Aim of the exercise. Copy each line of the data that has "南小林栃木線" in it.

Records for this exercise.

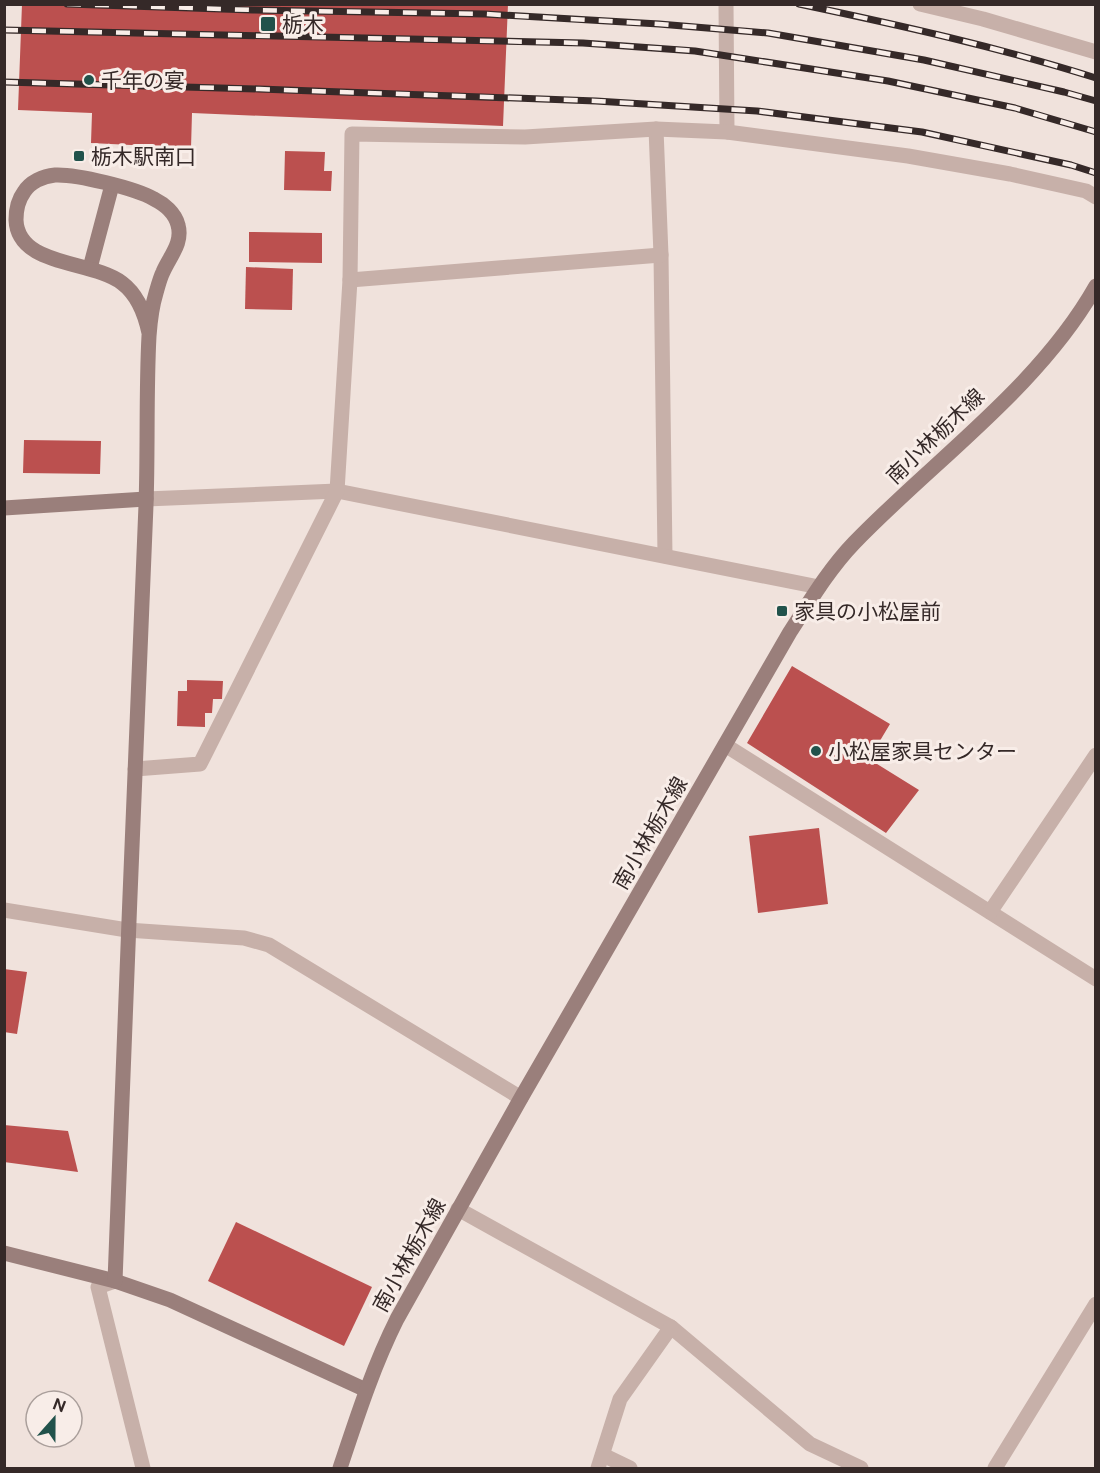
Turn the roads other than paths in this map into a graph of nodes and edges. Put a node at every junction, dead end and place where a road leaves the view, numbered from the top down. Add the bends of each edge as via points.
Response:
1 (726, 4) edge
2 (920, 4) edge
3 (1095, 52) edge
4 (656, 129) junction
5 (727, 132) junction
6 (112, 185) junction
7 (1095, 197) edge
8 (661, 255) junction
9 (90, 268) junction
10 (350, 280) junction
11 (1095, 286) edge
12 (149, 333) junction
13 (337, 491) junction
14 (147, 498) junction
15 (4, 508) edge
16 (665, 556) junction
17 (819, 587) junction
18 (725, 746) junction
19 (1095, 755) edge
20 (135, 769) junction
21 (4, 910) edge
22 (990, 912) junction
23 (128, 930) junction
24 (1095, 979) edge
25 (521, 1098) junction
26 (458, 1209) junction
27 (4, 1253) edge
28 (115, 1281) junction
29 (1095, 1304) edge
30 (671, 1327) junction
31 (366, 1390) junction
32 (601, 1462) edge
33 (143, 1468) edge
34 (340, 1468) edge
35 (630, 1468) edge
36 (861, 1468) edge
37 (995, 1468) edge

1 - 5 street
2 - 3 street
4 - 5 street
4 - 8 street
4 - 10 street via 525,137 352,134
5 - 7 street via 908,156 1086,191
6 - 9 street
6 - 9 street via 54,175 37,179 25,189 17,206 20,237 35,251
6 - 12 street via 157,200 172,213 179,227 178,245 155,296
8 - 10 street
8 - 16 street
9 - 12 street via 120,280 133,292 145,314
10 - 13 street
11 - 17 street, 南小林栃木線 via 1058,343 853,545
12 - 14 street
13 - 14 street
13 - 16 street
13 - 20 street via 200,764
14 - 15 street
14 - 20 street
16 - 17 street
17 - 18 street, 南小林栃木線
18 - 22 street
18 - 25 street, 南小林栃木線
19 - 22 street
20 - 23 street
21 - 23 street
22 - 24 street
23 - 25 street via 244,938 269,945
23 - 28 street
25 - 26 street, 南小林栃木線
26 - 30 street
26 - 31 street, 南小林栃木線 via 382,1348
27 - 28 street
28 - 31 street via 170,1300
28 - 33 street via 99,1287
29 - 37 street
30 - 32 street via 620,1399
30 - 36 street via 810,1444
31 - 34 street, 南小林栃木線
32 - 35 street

Task result.
11 - 17 street, 南小林栃木線 via 1058,343 853,545
17 - 18 street, 南小林栃木線
18 - 25 street, 南小林栃木線
25 - 26 street, 南小林栃木線
26 - 31 street, 南小林栃木線 via 382,1348
31 - 34 street, 南小林栃木線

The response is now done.